*** Block opens ***

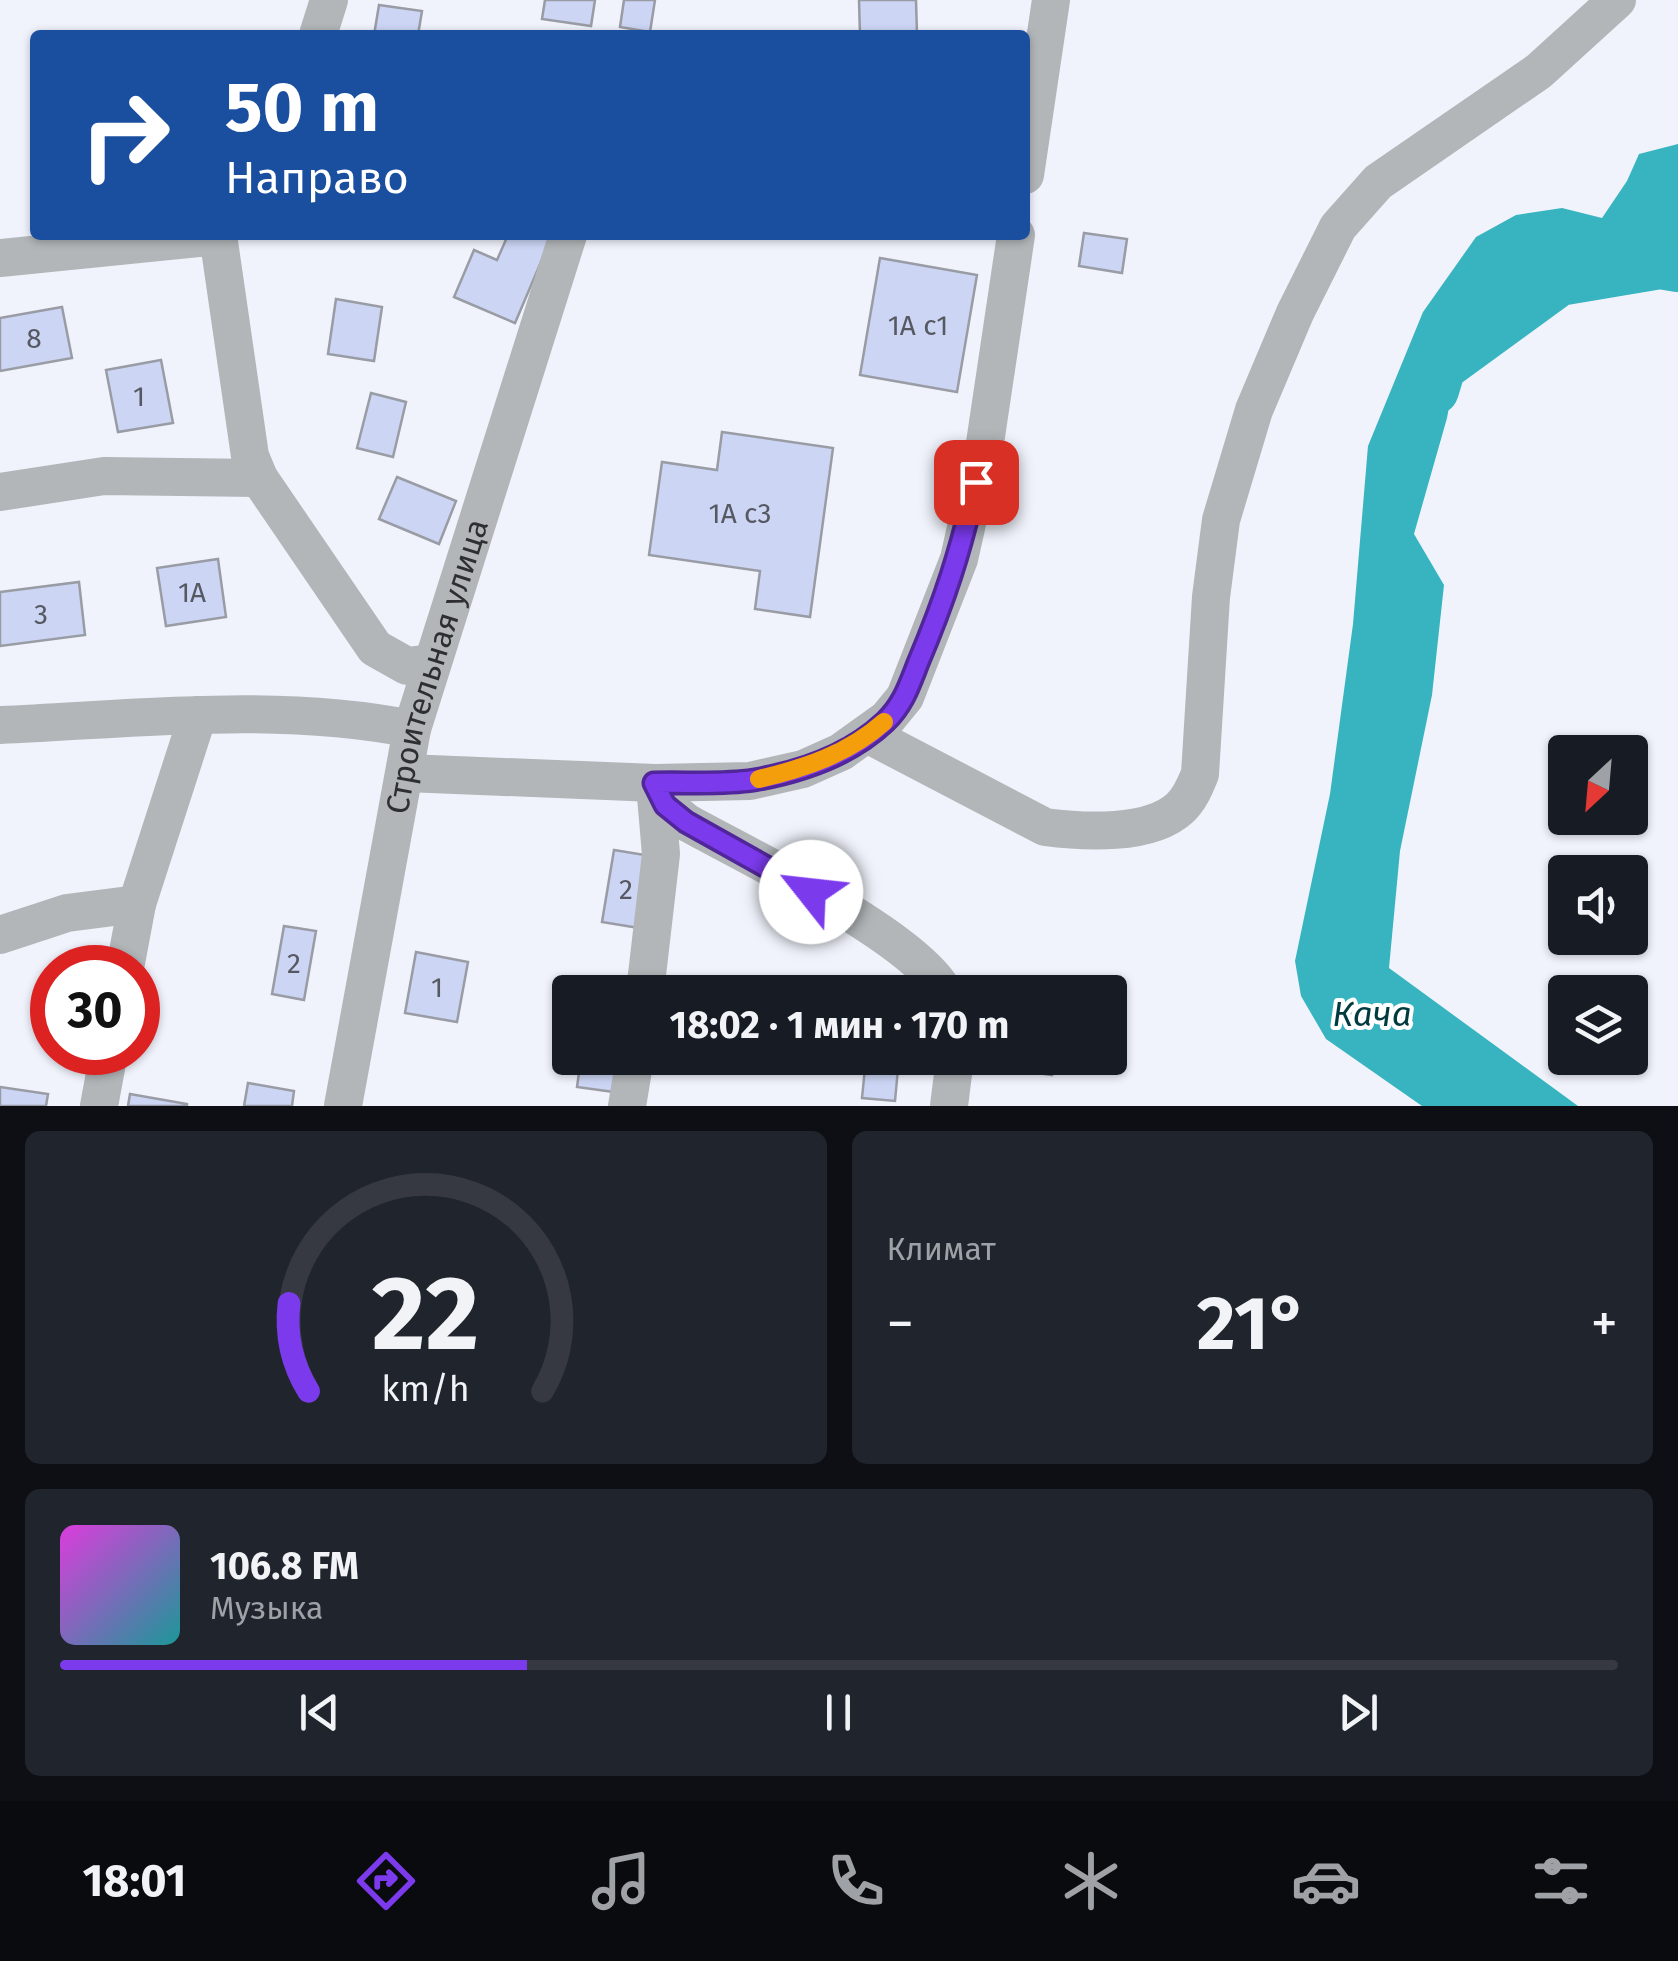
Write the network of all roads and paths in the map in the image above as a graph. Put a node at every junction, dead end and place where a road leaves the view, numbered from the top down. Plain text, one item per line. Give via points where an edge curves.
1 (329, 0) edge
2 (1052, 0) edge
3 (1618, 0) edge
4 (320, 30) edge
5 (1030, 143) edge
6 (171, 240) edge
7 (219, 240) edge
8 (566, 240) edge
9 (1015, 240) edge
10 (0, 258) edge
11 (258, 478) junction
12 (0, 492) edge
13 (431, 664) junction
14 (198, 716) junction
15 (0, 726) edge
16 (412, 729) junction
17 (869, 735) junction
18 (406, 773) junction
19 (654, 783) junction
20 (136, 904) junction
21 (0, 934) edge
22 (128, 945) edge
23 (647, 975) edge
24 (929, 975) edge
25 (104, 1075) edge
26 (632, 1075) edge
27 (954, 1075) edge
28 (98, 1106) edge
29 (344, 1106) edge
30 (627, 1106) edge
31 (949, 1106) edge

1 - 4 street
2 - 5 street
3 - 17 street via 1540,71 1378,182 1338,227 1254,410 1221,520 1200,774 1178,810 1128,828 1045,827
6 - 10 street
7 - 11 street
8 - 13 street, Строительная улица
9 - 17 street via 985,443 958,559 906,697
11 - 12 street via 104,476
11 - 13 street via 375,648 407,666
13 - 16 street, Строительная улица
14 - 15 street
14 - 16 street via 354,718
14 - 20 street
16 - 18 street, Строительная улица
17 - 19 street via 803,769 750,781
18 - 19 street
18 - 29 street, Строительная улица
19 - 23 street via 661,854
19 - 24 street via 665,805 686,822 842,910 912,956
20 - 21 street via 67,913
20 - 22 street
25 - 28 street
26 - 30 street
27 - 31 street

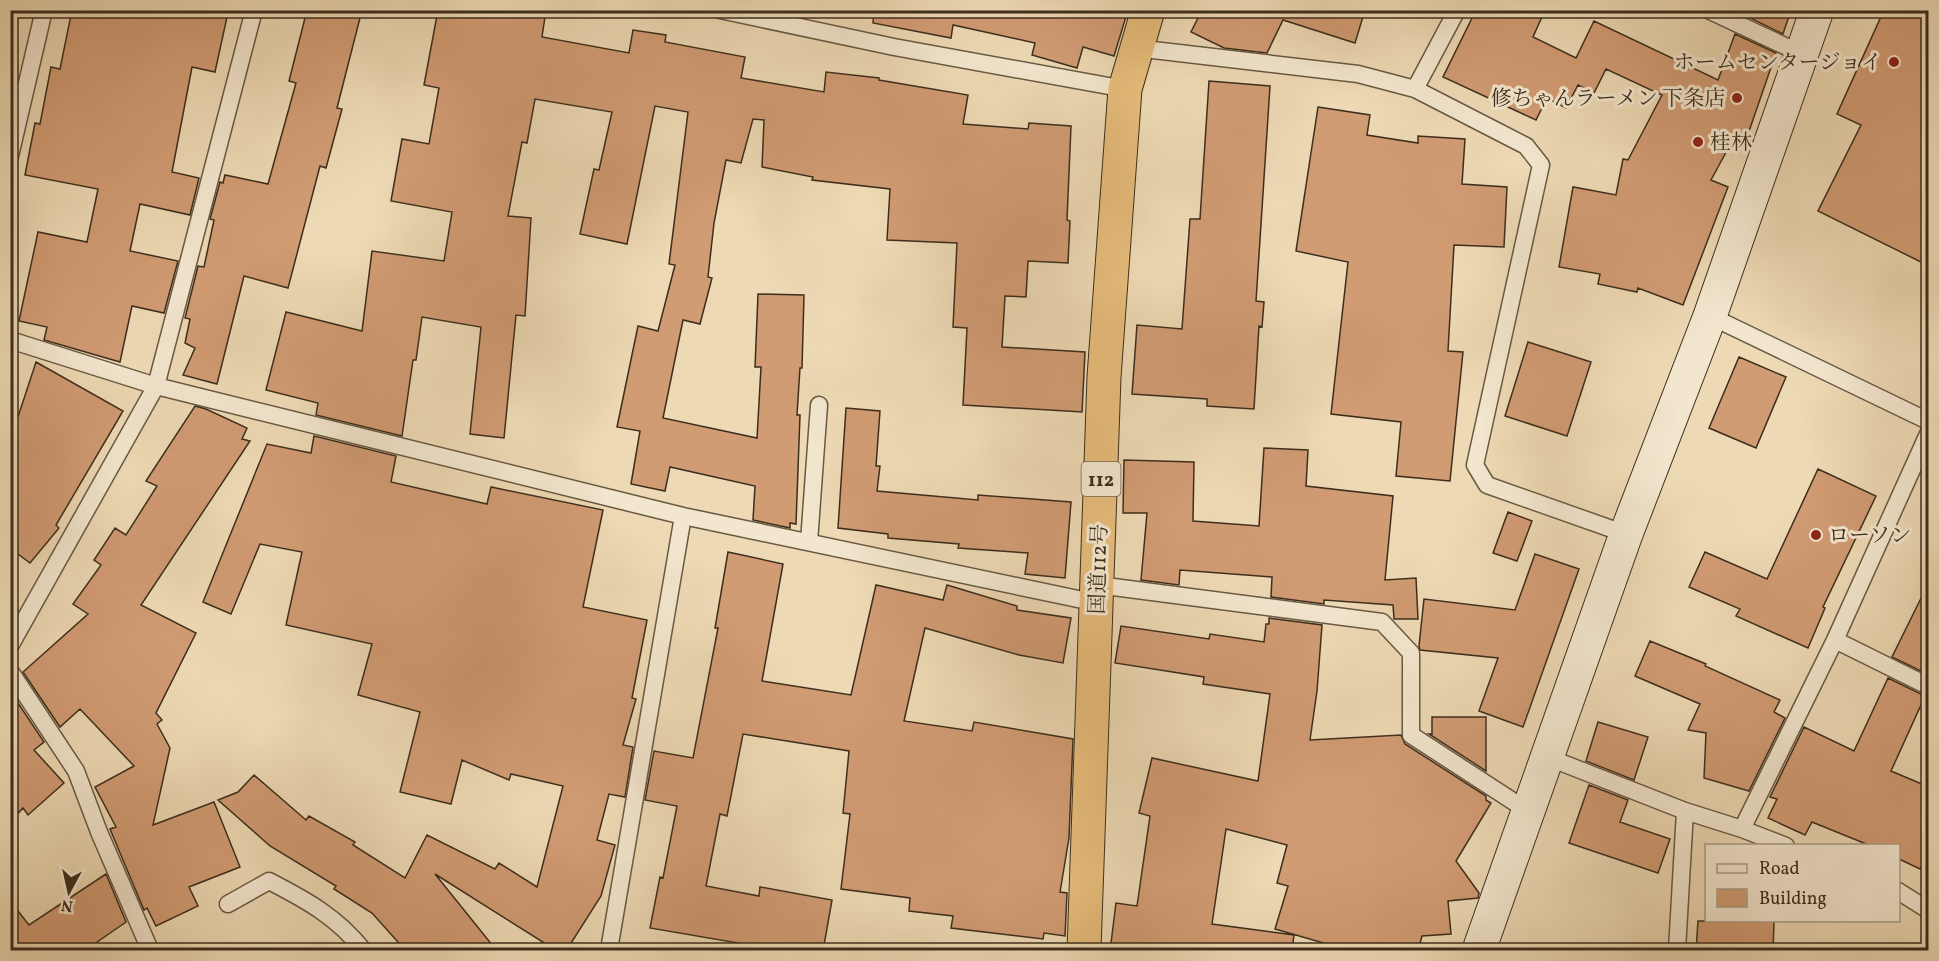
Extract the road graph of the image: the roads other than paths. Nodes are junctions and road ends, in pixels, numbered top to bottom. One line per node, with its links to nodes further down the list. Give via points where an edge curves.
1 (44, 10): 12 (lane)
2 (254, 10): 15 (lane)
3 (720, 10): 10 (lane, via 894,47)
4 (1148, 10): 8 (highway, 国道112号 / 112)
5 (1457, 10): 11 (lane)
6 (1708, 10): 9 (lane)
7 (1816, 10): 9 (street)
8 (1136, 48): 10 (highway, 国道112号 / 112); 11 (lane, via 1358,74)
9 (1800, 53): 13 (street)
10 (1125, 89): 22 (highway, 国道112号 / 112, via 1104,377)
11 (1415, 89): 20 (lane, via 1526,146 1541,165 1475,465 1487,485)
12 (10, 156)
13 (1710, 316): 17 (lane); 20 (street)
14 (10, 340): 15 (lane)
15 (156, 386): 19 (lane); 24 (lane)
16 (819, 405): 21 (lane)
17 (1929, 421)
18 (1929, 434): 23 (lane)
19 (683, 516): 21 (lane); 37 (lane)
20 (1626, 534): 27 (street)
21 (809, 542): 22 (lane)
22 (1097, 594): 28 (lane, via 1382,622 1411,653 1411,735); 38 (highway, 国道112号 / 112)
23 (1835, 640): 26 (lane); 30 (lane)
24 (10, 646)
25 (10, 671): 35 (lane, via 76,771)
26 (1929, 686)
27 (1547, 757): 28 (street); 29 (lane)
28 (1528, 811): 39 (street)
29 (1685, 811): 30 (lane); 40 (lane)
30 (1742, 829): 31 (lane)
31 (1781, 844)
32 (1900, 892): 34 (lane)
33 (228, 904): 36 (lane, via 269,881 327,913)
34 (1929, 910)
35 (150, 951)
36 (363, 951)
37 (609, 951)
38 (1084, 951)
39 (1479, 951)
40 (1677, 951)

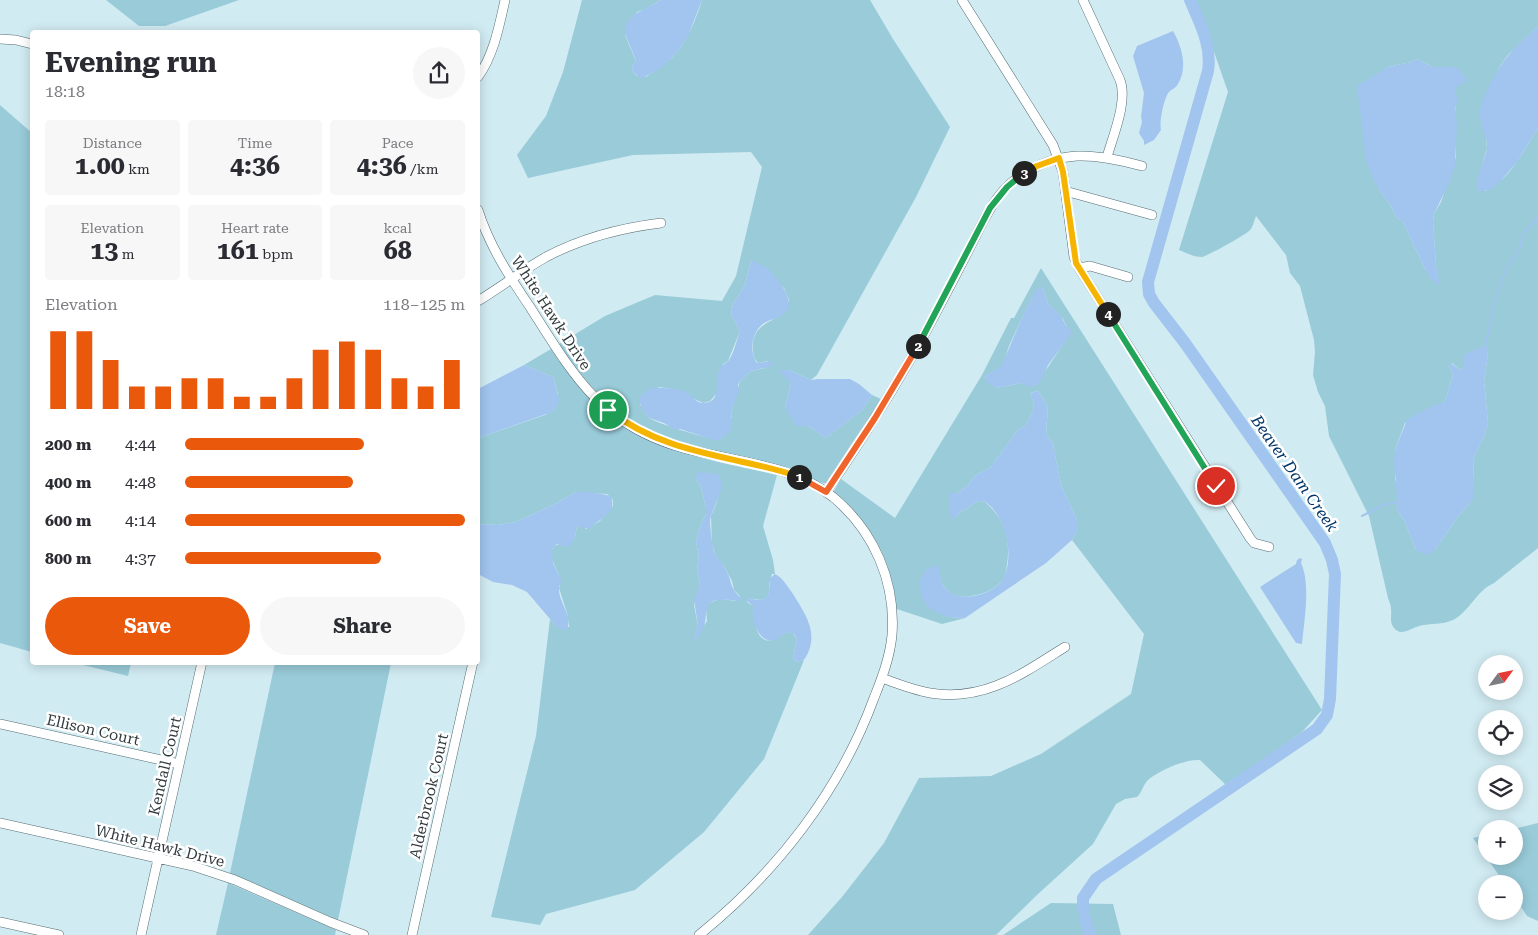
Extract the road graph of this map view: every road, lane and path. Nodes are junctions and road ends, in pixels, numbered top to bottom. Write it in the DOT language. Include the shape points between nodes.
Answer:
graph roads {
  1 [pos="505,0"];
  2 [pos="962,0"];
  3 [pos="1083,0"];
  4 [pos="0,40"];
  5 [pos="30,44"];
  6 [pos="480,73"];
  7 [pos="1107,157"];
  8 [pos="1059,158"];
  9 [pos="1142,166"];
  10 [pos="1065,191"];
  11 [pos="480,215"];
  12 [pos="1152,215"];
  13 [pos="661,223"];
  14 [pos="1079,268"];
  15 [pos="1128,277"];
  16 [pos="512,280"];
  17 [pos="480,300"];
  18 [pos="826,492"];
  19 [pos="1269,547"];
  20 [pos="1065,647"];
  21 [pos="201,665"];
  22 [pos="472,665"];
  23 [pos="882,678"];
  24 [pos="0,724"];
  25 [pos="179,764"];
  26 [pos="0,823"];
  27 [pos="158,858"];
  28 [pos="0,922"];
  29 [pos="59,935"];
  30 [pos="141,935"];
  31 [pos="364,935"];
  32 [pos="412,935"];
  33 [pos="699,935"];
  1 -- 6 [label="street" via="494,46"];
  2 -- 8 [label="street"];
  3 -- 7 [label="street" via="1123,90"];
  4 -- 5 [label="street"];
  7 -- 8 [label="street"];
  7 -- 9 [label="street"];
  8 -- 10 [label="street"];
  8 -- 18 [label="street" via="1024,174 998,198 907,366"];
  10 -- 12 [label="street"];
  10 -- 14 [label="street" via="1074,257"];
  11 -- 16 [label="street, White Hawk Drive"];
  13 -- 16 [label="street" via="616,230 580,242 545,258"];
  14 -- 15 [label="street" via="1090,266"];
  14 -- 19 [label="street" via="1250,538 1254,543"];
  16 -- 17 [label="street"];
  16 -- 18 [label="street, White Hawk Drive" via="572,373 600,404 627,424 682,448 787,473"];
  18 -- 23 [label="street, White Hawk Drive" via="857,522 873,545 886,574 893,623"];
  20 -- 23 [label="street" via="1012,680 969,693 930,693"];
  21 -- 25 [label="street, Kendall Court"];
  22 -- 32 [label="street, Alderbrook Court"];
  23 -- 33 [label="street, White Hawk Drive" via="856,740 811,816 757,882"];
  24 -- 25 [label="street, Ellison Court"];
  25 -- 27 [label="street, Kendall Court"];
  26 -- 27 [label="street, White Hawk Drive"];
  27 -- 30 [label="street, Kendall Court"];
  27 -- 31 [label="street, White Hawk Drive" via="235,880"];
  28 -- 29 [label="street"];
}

*** Block closes ***

WHAT YOU WILL DO:
Look over the material and return every line where the word "Give" is found.

ANSWER TO THE PROBLEM:
Write the network of all roads and paths in the map in the image above as a graph. Put a node at every junction, dead end and place where a road leaves the view, numbered from the top down. Plain text, one item per line. Give via points where an edge curves.
Extract the road graph of the image: the roads other than paths. Nodes are junctions and road ends, in pixels, numbered top to bottom. One line per node, with its links to nodes further down the list. Give via points where an edge curves.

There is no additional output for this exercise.